● **WHAT TO PRODUCE**
Pictures are not part of the copy; reproduce the remaining data exactly.

[SUPPLIED MATERIAL — start]

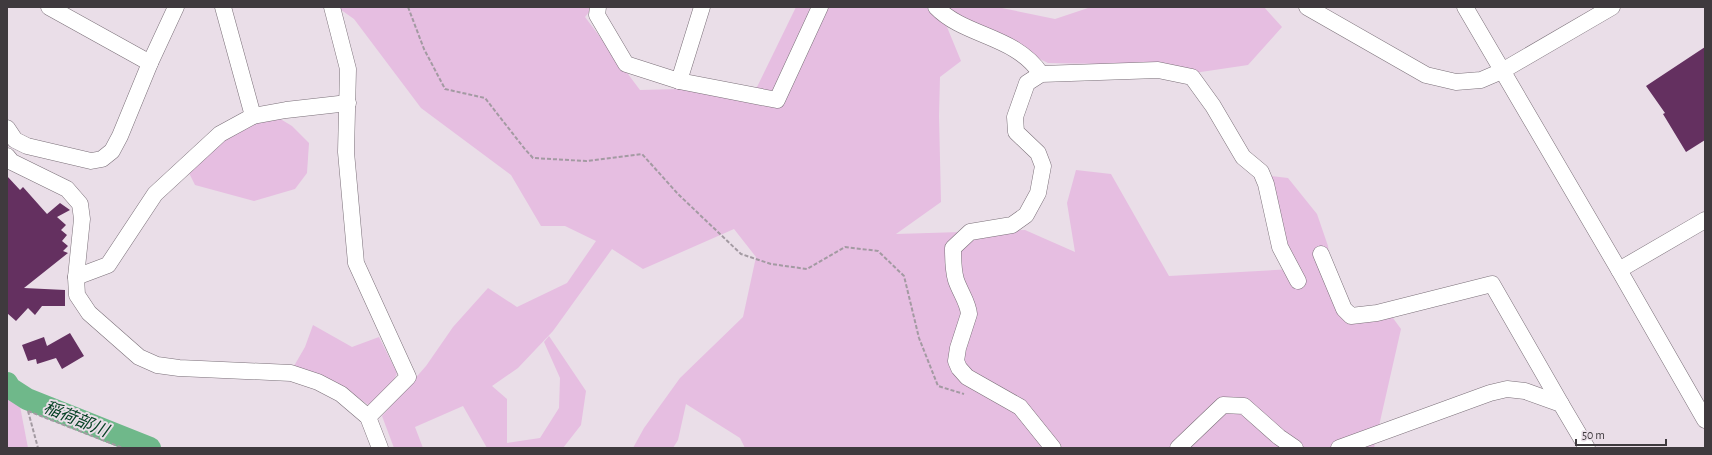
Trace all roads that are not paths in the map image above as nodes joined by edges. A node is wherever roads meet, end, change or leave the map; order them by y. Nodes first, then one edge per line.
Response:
1 (49, 7) edge
2 (176, 7) edge
3 (223, 7) edge
4 (332, 7) edge
5 (598, 7) edge
6 (702, 7) edge
7 (820, 7) edge
8 (936, 7) edge
9 (1307, 7) edge
10 (1465, 7) edge
11 (1612, 7) edge
12 (150, 63) junction
13 (1502, 71) junction
14 (1041, 74) junction
15 (679, 81) junction
16 (348, 103) junction
17 (254, 116) junction
18 (7, 128) edge
19 (7, 156) edge
20 (1705, 220) edge
21 (1321, 254) dead end
22 (1619, 270) junction
23 (76, 277) junction
24 (1298, 281) dead end
25 (1561, 404) junction
26 (368, 417) junction
27 (1705, 420) edge
28 (380, 448) edge
29 (1053, 448) edge
30 (1178, 448) edge
31 (1295, 448) edge
32 (1339, 448) edge
33 (1587, 448) edge

1 - 12 street
2 - 12 street
3 - 17 street
4 - 16 street
5 - 15 street
6 - 15 street
7 - 15 street
8 - 14 street
9 - 13 street
10 - 13 street
11 - 13 street
12 - 18 street
13 - 22 street
14 - 24 street
14 - 29 street
16 - 17 street
16 - 26 street
17 - 23 street
19 - 23 street
20 - 22 street
21 - 25 street
22 - 27 street
23 - 26 street
25 - 32 street
25 - 33 street
26 - 28 street
30 - 31 street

[SUPPLIED MATERIAL — finish]

● **REPLY**
Trace all roads that are not paths in the map image above as nodes joined by edges. A node is wherever roads meet, end, change or leave the map; order them by y. Nodes first, then one edge per line.
Response:
1 (49, 7) edge
2 (176, 7) edge
3 (223, 7) edge
4 (332, 7) edge
5 (598, 7) edge
6 (702, 7) edge
7 (820, 7) edge
8 (936, 7) edge
9 (1307, 7) edge
10 (1465, 7) edge
11 (1612, 7) edge
12 (150, 63) junction
13 (1502, 71) junction
14 (1041, 74) junction
15 (679, 81) junction
16 (348, 103) junction
17 (254, 116) junction
18 (7, 128) edge
19 (7, 156) edge
20 (1705, 220) edge
21 (1321, 254) dead end
22 (1619, 270) junction
23 (76, 277) junction
24 (1298, 281) dead end
25 (1561, 404) junction
26 (368, 417) junction
27 (1705, 420) edge
28 (380, 448) edge
29 (1053, 448) edge
30 (1178, 448) edge
31 (1295, 448) edge
32 (1339, 448) edge
33 (1587, 448) edge

1 - 12 street
2 - 12 street
3 - 17 street
4 - 16 street
5 - 15 street
6 - 15 street
7 - 15 street
8 - 14 street
9 - 13 street
10 - 13 street
11 - 13 street
12 - 18 street
13 - 22 street
14 - 24 street
14 - 29 street
16 - 17 street
16 - 26 street
17 - 23 street
19 - 23 street
20 - 22 street
21 - 25 street
22 - 27 street
23 - 26 street
25 - 32 street
25 - 33 street
26 - 28 street
30 - 31 street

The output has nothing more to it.